この結果を受け、キャロラインは翌1821年7月19日に行われるジョージ4世の戴冠式への出席を求めましたが、王室はこれを拒否しました。
当日のウエストミンスター寺院で、キャロラインは「私は女王です。開けなさい!」と叫びながら扉を叩きました。
儀仗兵に拒まれ、ついにはその場を追われたキャロラインでしたが、その姿は多くの市民に「誇り高き女王の姿」として刻まれたのです。
死と民衆の抗議

画像:1821年8月7日、アイルランドへ行く途中、ホリーヘッドを経由したジョージ4世。
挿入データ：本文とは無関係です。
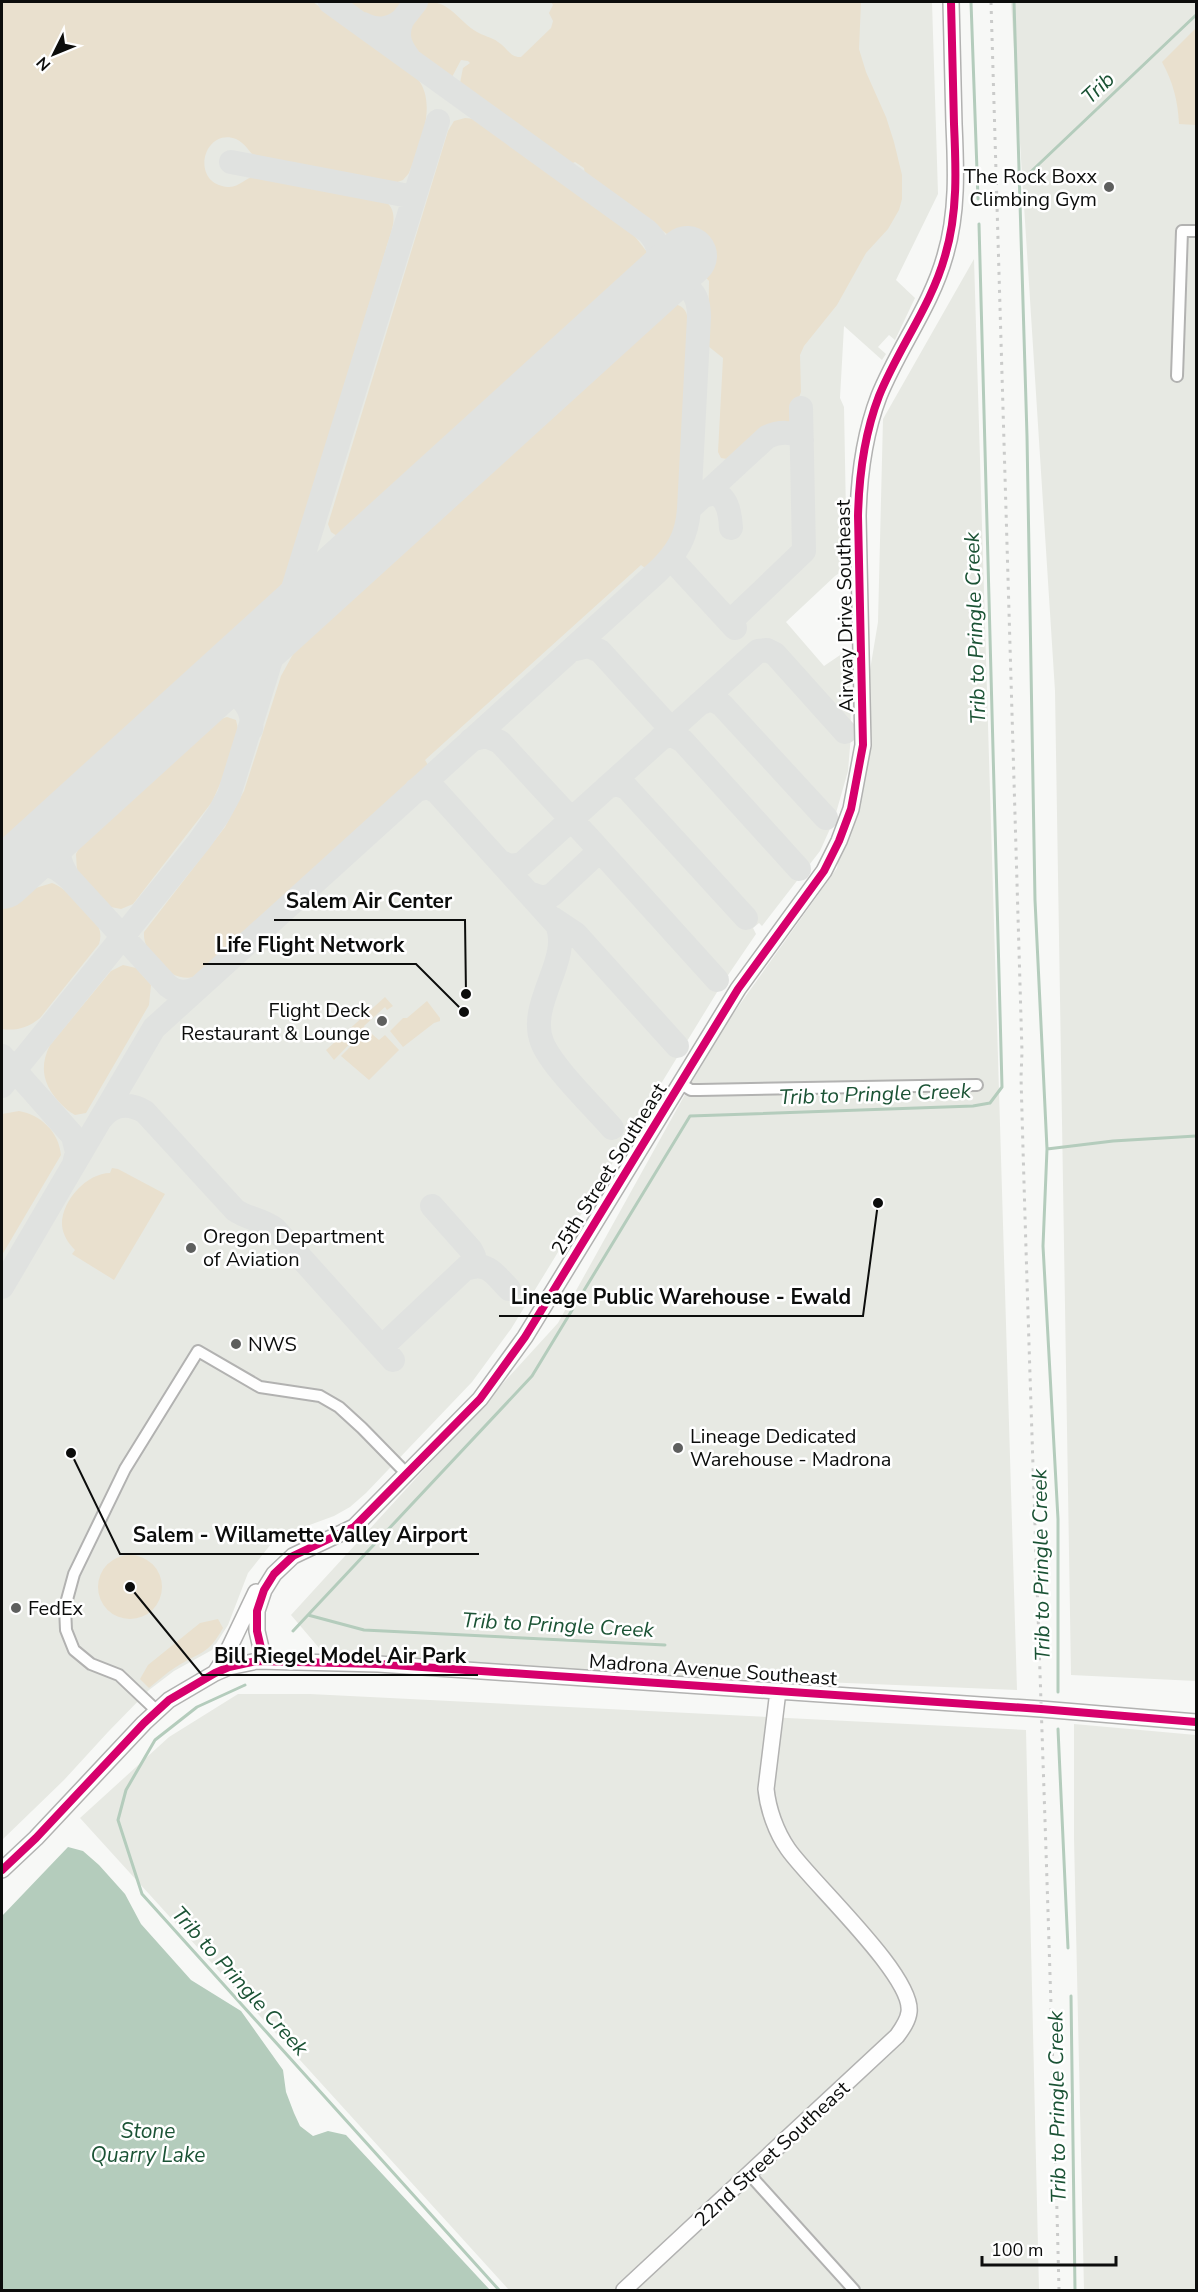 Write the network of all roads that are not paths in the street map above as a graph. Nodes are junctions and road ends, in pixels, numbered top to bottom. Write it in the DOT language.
graph roads {
  1 [pos="951,2"];
  2 [pos="1197,231"];
  3 [pos="1177,376"];
  4 [pos="854,796"];
  5 [pos="681,1084"];
  6 [pos="977,1085"];
  7 [pos="407,1474"];
  8 [pos="274,1574"];
  9 [pos="264,1660"];
  10 [pos="222,1670"];
  11 [pos="778,1691"];
  12 [pos="157,1712"];
  13 [pos="1197,1722"];
  14 [pos="2,1870"];
  15 [pos="750,2175"];
  16 [pos="624,2290"];
  17 [pos="854,2290"];
  1 -- 4 [label="street, Airway Drive Southeast"];
  2 -- 3 [label="street"];
  4 -- 5 [label="street, 25th Street Southeast"];
  5 -- 6 [label="street"];
  5 -- 7 [label="street, 25th Street Southeast"];
  7 -- 8 [label="street, 25th Street Southeast"];
  7 -- 12 [label="street"];
  8 -- 9 [label="street, 25th Street Southeast"];
  8 -- 10 [label="street"];
  9 -- 10 [label="street, Madrona Avenue Southeast"];
  9 -- 11 [label="street, Madrona Avenue Southeast"];
  10 -- 12 [label="street"];
  11 -- 13 [label="street, Madrona Avenue Southeast"];
  11 -- 15 [label="street, 22nd Street Southeast"];
  12 -- 14 [label="street"];
  15 -- 16 [label="street, 22nd Street Southeast"];
  15 -- 17 [label="street"];
}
同日にキャロライン王妃が薨去した public domain
しかし、そのわずか20日後の1821年8月7日、キャロラインは体調を崩し、急逝しました。
死因については病死とされていますが、当時は「毒殺されたのではないか」という噂も広がりました。
遺言には「イングランドで傷つけられた女王として葬られたい」と記されており、1821年8月14日の葬列ではその遺志が尊重され、キャロラインの棺には「The Injured Queen of England(イングランドで傷つけられた女王)」と記されたプレートが掲げられました。
葬列がロンドン市内を通過する際には多くの市民が集まりましたが、王室の対応に抗議する群衆と軍隊が衝突。
石投げが起きたことで兵士が発砲し、2人の市民が死亡する騒動となります。
この事件は、キャロラインの死をさらに悲劇的なものにし、民衆の心に深い影を落としました。
ジョージ4世とキャロライン妃の物語は、単なる王室スキャンダルにとどまりません。
女性が閉ざされた権力構造の中で自らの立場を主張し、民衆の支持を背景に王権と対峙したその姿は、当時の市民意識に大きな衝撃を与えました。
世にも不幸なこのロイヤル・マリッジは、200年近く経った現代においてもなお、私たちに問いかけを残していると言えるでしょう。